» What the exercise asks
Scan the listing below. Return every line containing the string "dead".

» Given information

════════

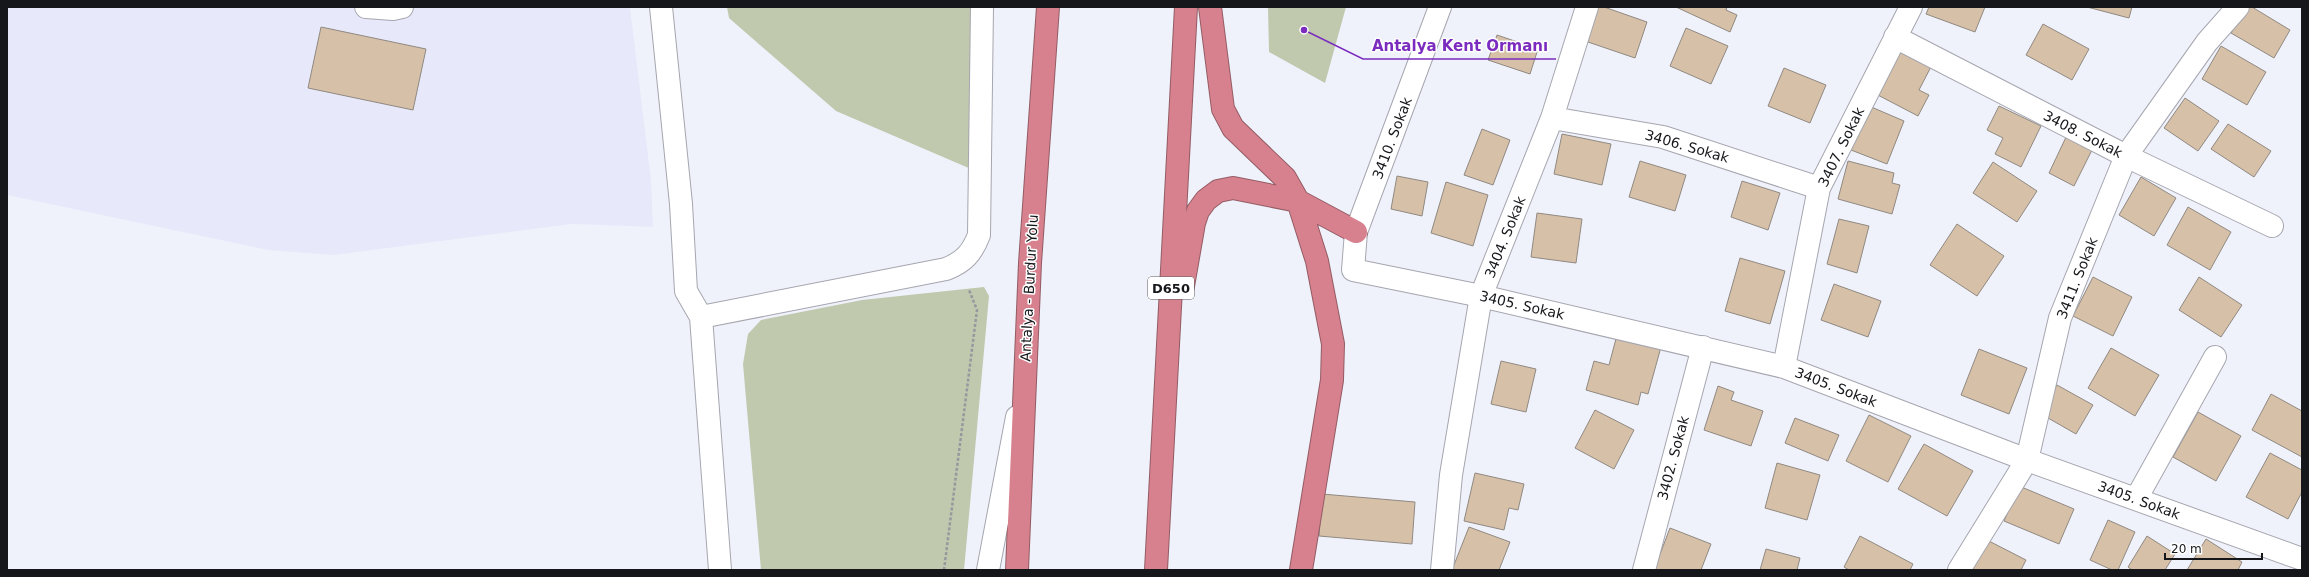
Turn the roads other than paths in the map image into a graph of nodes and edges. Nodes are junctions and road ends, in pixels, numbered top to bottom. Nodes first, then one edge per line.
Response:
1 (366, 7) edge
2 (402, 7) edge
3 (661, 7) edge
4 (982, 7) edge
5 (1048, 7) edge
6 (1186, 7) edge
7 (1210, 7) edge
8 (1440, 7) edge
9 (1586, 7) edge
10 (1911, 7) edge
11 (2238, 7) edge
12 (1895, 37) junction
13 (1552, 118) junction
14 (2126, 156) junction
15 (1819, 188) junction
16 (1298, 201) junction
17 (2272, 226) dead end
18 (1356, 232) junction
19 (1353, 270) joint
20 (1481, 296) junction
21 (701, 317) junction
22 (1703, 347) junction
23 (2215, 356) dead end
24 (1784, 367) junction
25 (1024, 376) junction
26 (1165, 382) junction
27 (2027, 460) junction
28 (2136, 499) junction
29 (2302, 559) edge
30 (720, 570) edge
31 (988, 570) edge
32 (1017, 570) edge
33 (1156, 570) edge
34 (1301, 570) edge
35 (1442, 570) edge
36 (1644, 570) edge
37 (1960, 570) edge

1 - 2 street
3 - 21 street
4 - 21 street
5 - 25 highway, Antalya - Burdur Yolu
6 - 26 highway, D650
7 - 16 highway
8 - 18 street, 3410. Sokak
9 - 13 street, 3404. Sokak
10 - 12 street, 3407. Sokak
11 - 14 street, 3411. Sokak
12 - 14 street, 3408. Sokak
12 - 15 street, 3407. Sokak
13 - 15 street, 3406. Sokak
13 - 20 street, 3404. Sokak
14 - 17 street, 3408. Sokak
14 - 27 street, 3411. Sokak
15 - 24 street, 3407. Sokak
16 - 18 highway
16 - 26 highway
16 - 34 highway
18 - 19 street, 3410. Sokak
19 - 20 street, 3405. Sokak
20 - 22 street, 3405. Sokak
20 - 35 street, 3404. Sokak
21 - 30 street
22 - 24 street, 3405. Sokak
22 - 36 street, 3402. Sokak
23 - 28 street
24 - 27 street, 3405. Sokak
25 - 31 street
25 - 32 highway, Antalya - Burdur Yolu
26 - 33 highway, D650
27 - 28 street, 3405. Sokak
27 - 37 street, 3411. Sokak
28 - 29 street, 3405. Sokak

════════

» Solution
17 (2272, 226) dead end
23 (2215, 356) dead end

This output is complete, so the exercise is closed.